# YOUR GOAL:
Look through the records below and collect all lines that hold the string "Falak".

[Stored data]

^^^^^^^^^^^^^^^^

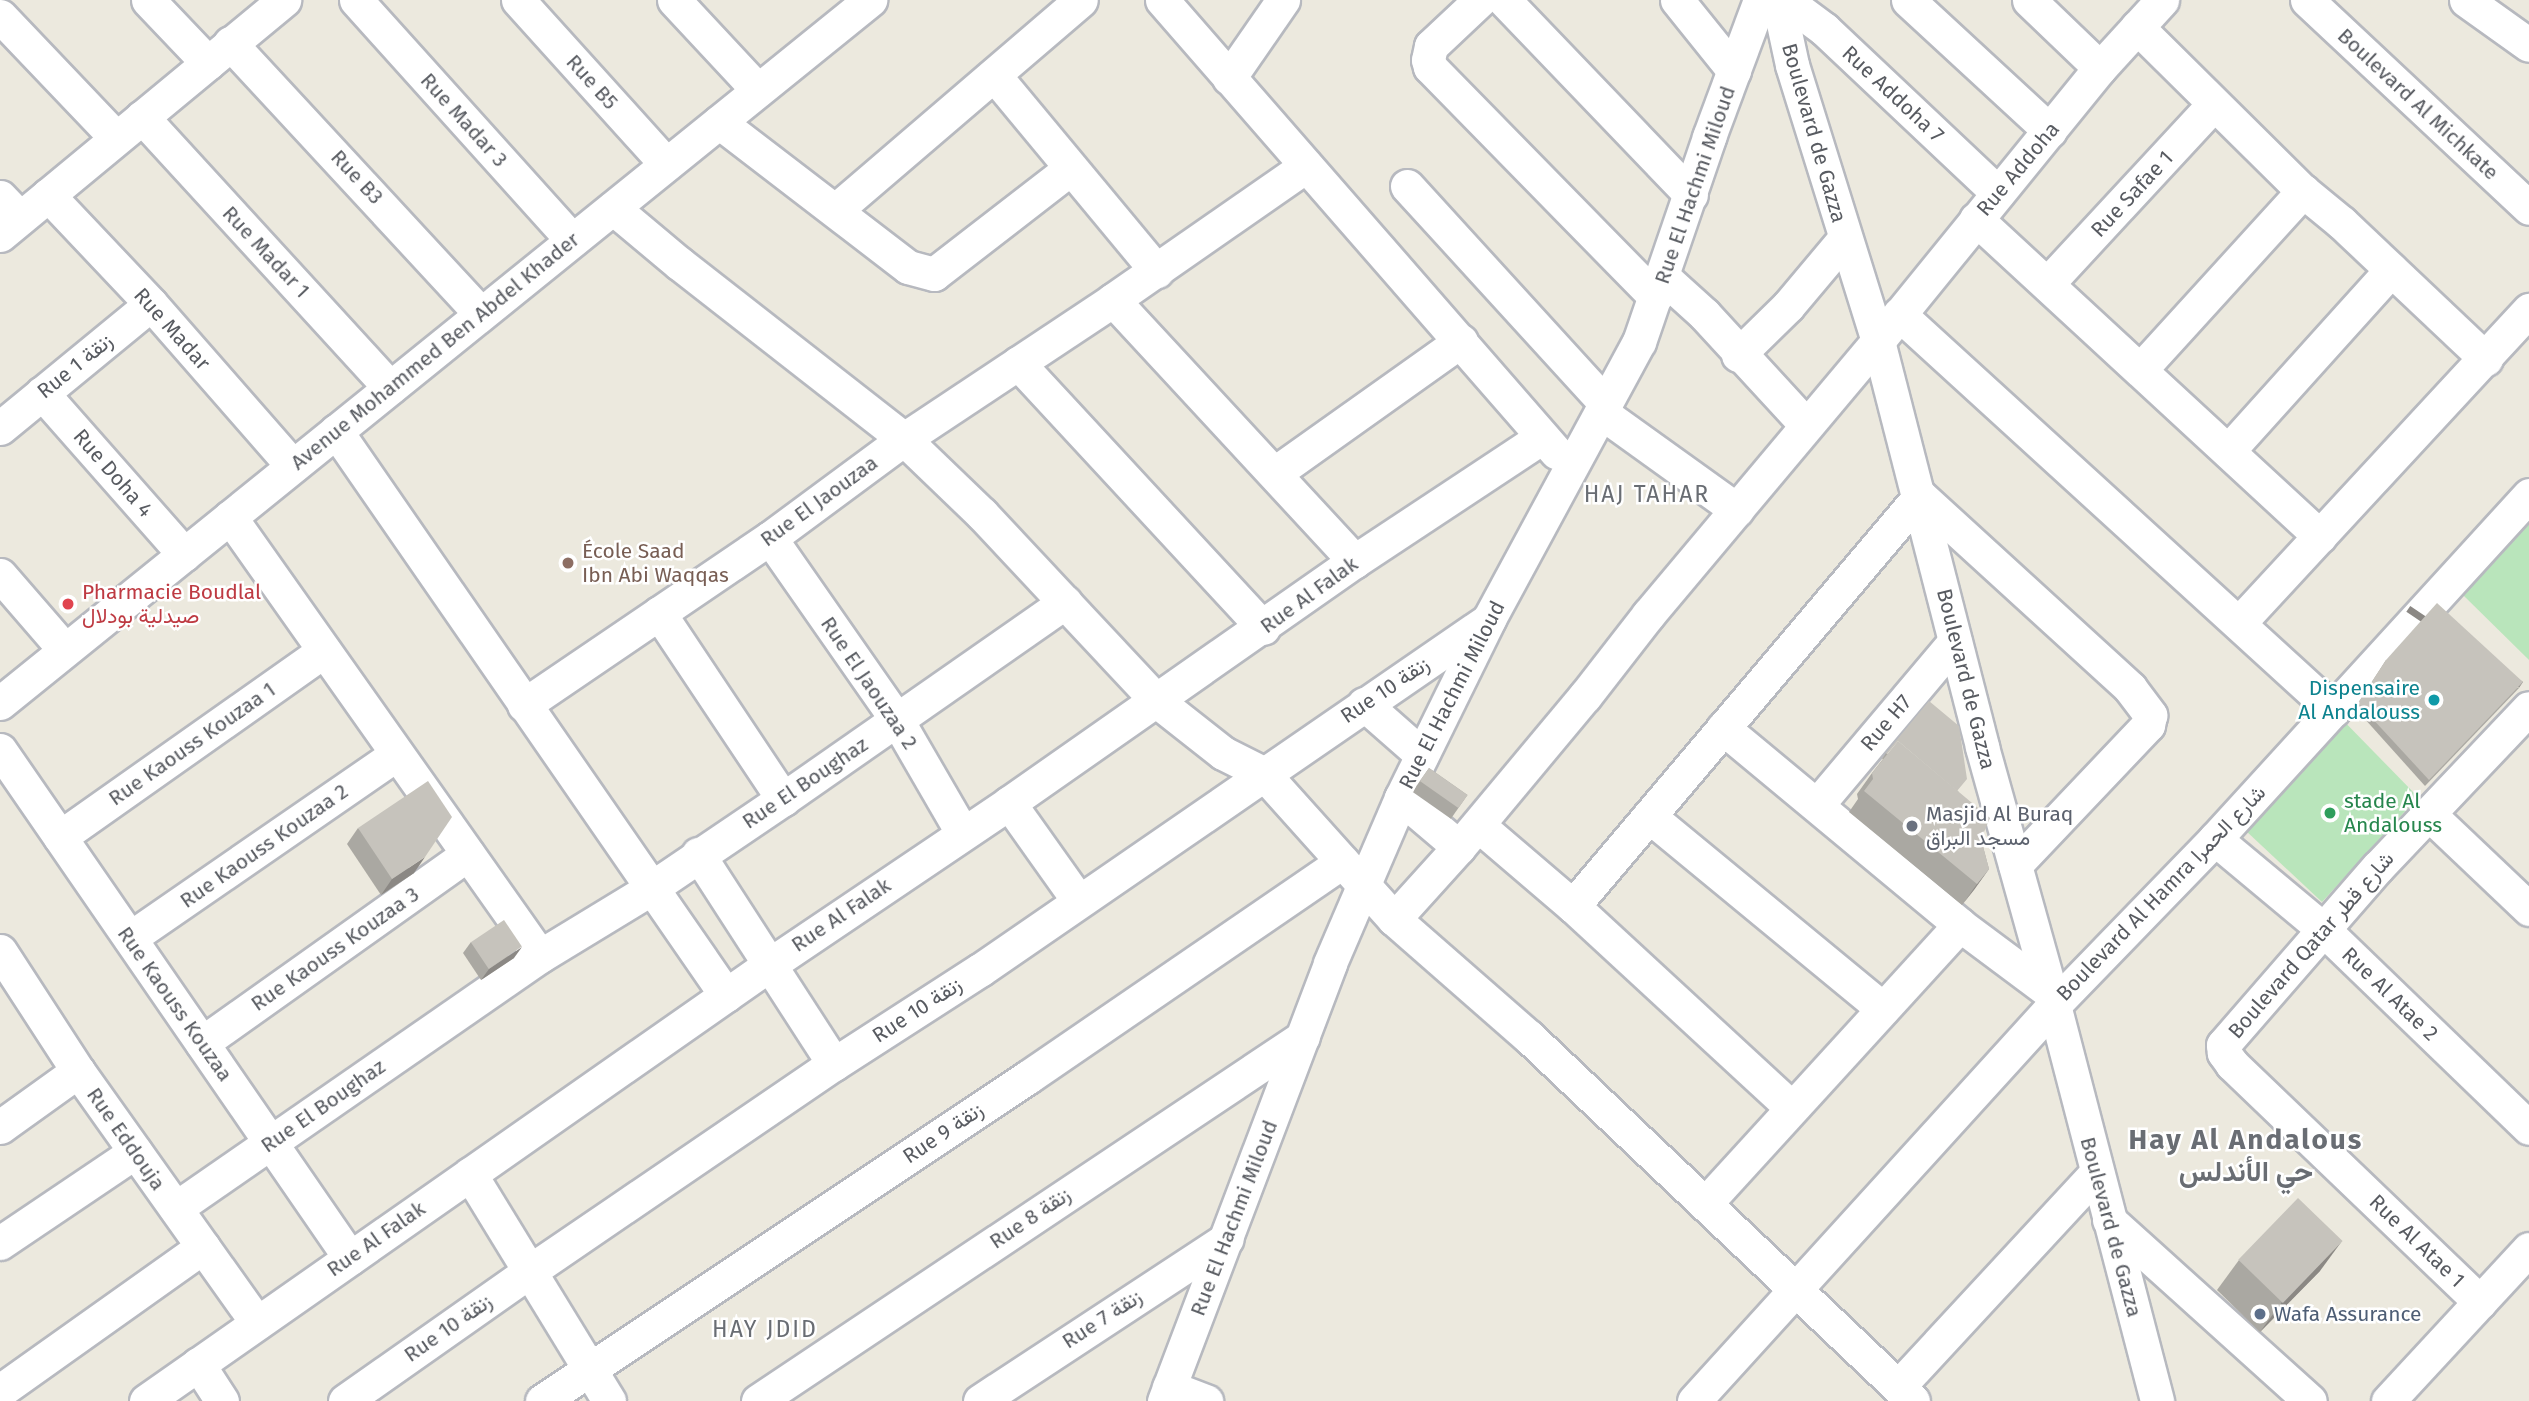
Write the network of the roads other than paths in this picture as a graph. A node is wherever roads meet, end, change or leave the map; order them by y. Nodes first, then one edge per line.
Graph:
1 (148, 0) edge
2 (284, 0) edge
3 (356, 0) edge
4 (518, 0) edge
5 (674, 0) edge
6 (1081, 0) edge
7 (1163, 0) edge
8 (1283, 0) edge
9 (1480, 0) edge
10 (1504, 0) edge
11 (1677, 0) edge
12 (1760, 0) edge
13 (1779, 0) edge
14 (1785, 0) edge
15 (1908, 0) edge
16 (2029, 0) edge
17 (2306, 0) edge
18 (2466, 0) edge
19 (849, 6) edge
20 (2150, 9) edge
21 (0, 16) edge
22 (2529, 45) edge
23 (219, 53) junction
24 (2101, 68) junction
25 (1734, 71) junction
26 (993, 75) junction
27 (1228, 78) junction
28 (758, 90) junction
29 (2214, 104) junction
30 (142, 117) junction
31 (719, 122) junction
32 (2050, 131) junction
33 (117, 138) junction
34 (666, 164) junction
35 (1306, 166) junction
36 (1070, 169) junction
37 (1408, 186) dead end
38 (2303, 191) junction
39 (1998, 193) junction
40 (48, 195) junction
41 (1691, 195) junction
42 (613, 208) junction
43 (2529, 208) edge
44 (837, 209) junction
45 (7, 216) edge
46 (1976, 219) junction
47 (1845, 238) junction
48 (572, 240) junction
49 (2391, 270) junction
50 (1157, 271) junction
51 (2048, 283) junction
52 (1659, 287) junction
53 (1113, 300) junction
54 (151, 304) junction
55 (2529, 310) edge
56 (481, 314) junction
57 (1899, 314) junction
58 (1461, 341) junction
59 (1878, 341) junction
60 (1738, 355) junction
61 (2486, 359) junction
62 (1018, 363) junction
63 (2141, 369) junction
64 (390, 388) junction
65 (42, 393) junction
66 (1604, 408) junction
67 (1805, 425) junction
68 (0, 428) edge
69 (336, 431) junction
70 (1542, 437) junction
71 (904, 439) junction
72 (2228, 451) junction
73 (293, 466) junction
74 (1572, 469) junction
75 (1275, 473) junction
76 (2529, 495) edge
77 (1920, 496) junction
78 (1737, 510) junction
79 (230, 517) junction
80 (2320, 536) junction
81 (769, 538) junction
82 (184, 554) junction
83 (1354, 562) junction
84 (0, 575) edge
85 (1065, 602) junction
86 (659, 613) junction
87 (1489, 619) junction
88 (2239, 623) junction
89 (1263, 628) junction
90 (1955, 641) junction
91 (65, 650) junction
92 (324, 651) junction
93 (2526, 692) edge
94 (1157, 701) junction
95 (0, 703) edge
96 (1364, 704) junction
97 (524, 705) junction
98 (2333, 710) junction
99 (897, 720) junction
100 (1723, 728) junction
101 (0, 750) edge
102 (397, 754) junction
103 (1422, 755) junction
104 (1263, 773) junction
105 (1401, 798) junction
106 (783, 799) junction
107 (1009, 803) junction
108 (1817, 805) junction
109 (2429, 814) junction
110 (1650, 816) junction
111 (962, 832) junction
112 (1469, 836) junction
113 (60, 837) junction
114 (2215, 839) junction
115 (698, 853) junction
116 (468, 854) junction
117 (2015, 864) junction
118 (1352, 874) junction
119 (650, 889) junction
120 (1078, 900) junction
121 (1573, 906) junction
122 (2529, 909) edge
123 (1395, 919) junction
124 (1960, 926) junction
125 (2323, 929) junction
126 (130, 938) junction
127 (0, 951) edge
128 (540, 956) junction
129 (769, 965) junction
130 (12, 992) edge
131 (726, 995) junction
132 (2052, 998) junction
133 (1883, 1009) junction
134 (1303, 1037) junction
135 (202, 1043) junction
136 (834, 1064) junction
137 (2232, 1064) joint
138 (78, 1070) junction
139 (1791, 1107) junction
140 (0, 1127) edge
141 (2529, 1128) edge
142 (271, 1142) junction
143 (135, 1152) junction
144 (2095, 1173) junction
145 (470, 1174) junction
146 (1705, 1204) junction
147 (176, 1208) junction
148 (2109, 1220) junction
149 (1227, 1239) junction
150 (0, 1244) edge
151 (202, 1247) junction
152 (2529, 1248) edge
153 (350, 1258) junction
154 (530, 1271) junction
155 (1793, 1291) junction
156 (2480, 1302) junction
157 (257, 1323) junction
158 (198, 1364) junction
159 (589, 1368) junction
160 (0, 1391) edge
161 (1166, 1394) edge
162 (1905, 1394) edge
163 (146, 1401) edge
164 (222, 1401) edge
165 (345, 1401) edge
166 (542, 1401) edge
167 (609, 1401) edge
168 (758, 1401) edge
169 (980, 1401) edge
170 (1206, 1401) edge
171 (1694, 1401) edge
172 (2157, 1401) edge
173 (2310, 1401) edge
174 (2388, 1401) edge

1 - 23 street, Rue B3
2 - 23 street
3 - 48 street, Rue Madar 3
4 - 34 street, Rue B5
5 - 28 street
6 - 26 street
7 - 27 street
8 - 27 street
9 - 52 street
10 - 41 street
11 - 25 street
12 - 25 street, Rue El Hachmi Miloud
13 - 47 street, Boulevard de Gazza
14 - 39 street, Rue Addoha 7
15 - 32 street
16 - 24 street
17 - 43 street, Boulevard Al Michkate
18 - 22 street
19 - 28 street, Avenue Mohammed Ben Abdel Khader
20 - 24 street, Rue Addoha
20 - 29 street
21 - 33 street
23 - 30 street
23 - 56 street, Rue B3
24 - 32 street, Rue Addoha
25 - 41 street, Rue El Hachmi Miloud
26 - 36 street
26 - 44 street
27 - 35 street
28 - 31 street, Avenue Mohammed Ben Abdel Khader
29 - 38 street
29 - 51 street, Rue Safae 1
30 - 33 street
30 - 64 street, Rue Madar 1
31 - 34 street, Avenue Mohammed Ben Abdel Khader
31 - 44 street
32 - 39 street, Rue Addoha
33 - 40 street
34 - 42 street, Avenue Mohammed Ben Abdel Khader
35 - 50 street, Rue El Jaouzaa
35 - 58 street
36 - 44 street
36 - 50 street
37 - 66 street
38 - 49 street
38 - 63 street
39 - 46 street, Rue Addoha
40 - 45 street
40 - 54 street, Rue Madar
41 - 52 street, Rue El Hachmi Miloud
42 - 48 street, Avenue Mohammed Ben Abdel Khader
42 - 71 street
46 - 51 street
46 - 57 street, Rue Addoha
47 - 59 street, Boulevard de Gazza
47 - 60 street
48 - 56 street, Avenue Mohammed Ben Abdel Khader
49 - 61 street
49 - 72 street
50 - 53 street, Rue El Jaouzaa
51 - 63 street
52 - 60 street
52 - 66 street, Rue El Hachmi Miloud
53 - 62 street, Rue El Jaouzaa
53 - 75 street
54 - 65 street, Rue 1 زنقة
54 - 73 street, Rue Madar
55 - 61 street
56 - 64 street, Avenue Mohammed Ben Abdel Khader
57 - 59 street, Rue Addoha
57 - 88 street
58 - 70 street
58 - 75 street
59 - 67 street, Rue Addoha
59 - 77 street, Boulevard de Gazza
60 - 67 street
61 - 80 street
62 - 71 street, Rue El Jaouzaa
62 - 89 street
63 - 72 street
64 - 69 street, Avenue Mohammed Ben Abdel Khader
65 - 68 street, Rue 1 زنقة
65 - 82 street, Rue Doha 4
66 - 74 street, Rue El Hachmi Miloud
66 - 78 street
67 - 78 street, Rue Addoha
69 - 73 street, Avenue Mohammed Ben Abdel Khader
69 - 97 street
70 - 74 street
70 - 83 street, Rue Al Falak
71 - 81 street, Rue El Jaouzaa
71 - 85 street
72 - 80 street
73 - 79 street, Avenue Mohammed Ben Abdel Khader
74 - 87 street, Rue El Hachmi Miloud
75 - 83 street
76 - 98 street, Boulevard Al Hamra شارع الحمرا
77 - 90 street, Boulevard de Gazza
77 - 100 street
77 - 117 street
78 - 112 street, Rue Addoha
79 - 82 street, Avenue Mohammed Ben Abdel Khader
79 - 92 street
80 - 88 street
81 - 86 street, Rue El Jaouzaa
81 - 99 street, Rue El Jaouzaa 2
82 - 91 street, Avenue Mohammed Ben Abdel Khader
83 - 89 street, Rue Al Falak
84 - 91 street
85 - 94 street
85 - 99 street, Rue El Boughaz
86 - 97 street, Rue El Jaouzaa
86 - 106 street
87 - 96 street, Rue 10 زنقة
87 - 103 street, Rue El Hachmi Miloud
88 - 98 street
89 - 94 street, Rue Al Falak
90 - 108 street, Rue H7
90 - 117 street, Boulevard de Gazza
91 - 95 street, Avenue Mohammed Ben Abdel Khader
92 - 102 street
92 - 113 street, Rue Kaouss Kouzaa 1
93 - 109 street, Boulevard Qatar شارع قطر
94 - 104 street
94 - 107 street, Rue Al Falak
96 - 103 street
96 - 104 street, Rue 10 زنقة
97 - 119 street
98 - 114 street, Boulevard Al Hamra شارع الحمرا
99 - 106 street, Rue El Boughaz
99 - 111 street, Rue El Jaouzaa 2
100 - 108 street
100 - 110 street
101 - 113 street, Rue Kaouss Kouzaa
102 - 116 street
102 - 126 street, Rue Kaouss Kouzaa 2
103 - 105 street, Rue El Hachmi Miloud
104 - 118 street
104 - 120 street, Rue 10 زنقة
105 - 112 street
105 - 118 street, Rue El Hachmi Miloud
106 - 115 street, Rue El Boughaz
107 - 111 street, Rue Al Falak
107 - 120 street
108 - 124 street
109 - 122 street
109 - 125 street, Boulevard Qatar شارع قطر
110 - 121 street
110 - 133 street
111 - 129 street, Rue Al Falak
112 - 121 street
112 - 123 street, Rue Addoha
113 - 126 street, Rue Kaouss Kouzaa
114 - 125 street, Rue Al Atae 2
114 - 132 street, Boulevard Al Hamra شارع الحمرا
115 - 119 street, Rue El Boughaz
115 - 129 street
116 - 128 street
116 - 135 street, Rue Kaouss Kouzaa 3
117 - 132 street, Boulevard de Gazza
118 - 123 street
118 - 134 street, Rue El Hachmi Miloud
118 - 159 street, Rue 9 زنقة
119 - 128 street, Rue El Boughaz
119 - 131 street
120 - 136 street, Rue 10 زنقة
121 - 139 street
123 - 146 street
124 - 132 street
124 - 133 street
125 - 137 street, Boulevard Qatar شارع قطر
125 - 141 street, Rue Al Atae 2
126 - 135 street, Rue Kaouss Kouzaa
127 - 130 street, Rue Eddouja
128 - 142 street, Rue El Boughaz
129 - 131 street, Rue Al Falak
129 - 136 street
130 - 138 street, Rue Eddouja
131 - 145 street, Rue Al Falak
132 - 144 street, Boulevard de Gazza
132 - 155 street, Boulevard Al Hamra شارع الحمرا
133 - 139 street
134 - 149 street, Rue El Hachmi Miloud
134 - 168 street, Rue 8 زنقة
135 - 142 street, Rue Kaouss Kouzaa
136 - 154 street, Rue 10 زنقة
137 - 156 street, Rue Al Atae 1
138 - 140 street
138 - 143 street, Rue Eddouja
139 - 146 street
142 - 147 street, Rue El Boughaz
142 - 153 street, Rue Kaouss Kouzaa
143 - 147 street, Rue Eddouja
143 - 150 street
144 - 148 street, Boulevard de Gazza
144 - 162 street
145 - 153 street, Rue Al Falak
145 - 154 street
146 - 155 street
147 - 151 street, Rue Eddouja
148 - 172 street, Boulevard de Gazza
148 - 173 street
149 - 161 street, Rue El Hachmi Miloud
149 - 169 street, Rue 7 زنقة
151 - 157 street, Rue Eddouja
151 - 160 street
152 - 156 street
153 - 157 street, Rue Al Falak
154 - 159 street
154 - 165 street, Rue 10 زنقة
155 - 162 street
155 - 171 street, Boulevard Al Hamra شارع الحمرا
156 - 174 street
157 - 158 street, Rue Al Falak
158 - 163 street, Rue Al Falak
158 - 164 street
159 - 166 street, Rue 9 زنقة
159 - 167 street
161 - 170 street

^^^^^^^^^^^^^^^^

# RESPONSE AREA:
70 - 83 street, Rue Al Falak
83 - 89 street, Rue Al Falak
89 - 94 street, Rue Al Falak
94 - 107 street, Rue Al Falak
107 - 111 street, Rue Al Falak
111 - 129 street, Rue Al Falak
129 - 131 street, Rue Al Falak
131 - 145 street, Rue Al Falak
145 - 153 street, Rue Al Falak
153 - 157 street, Rue Al Falak
157 - 158 street, Rue Al Falak
158 - 163 street, Rue Al Falak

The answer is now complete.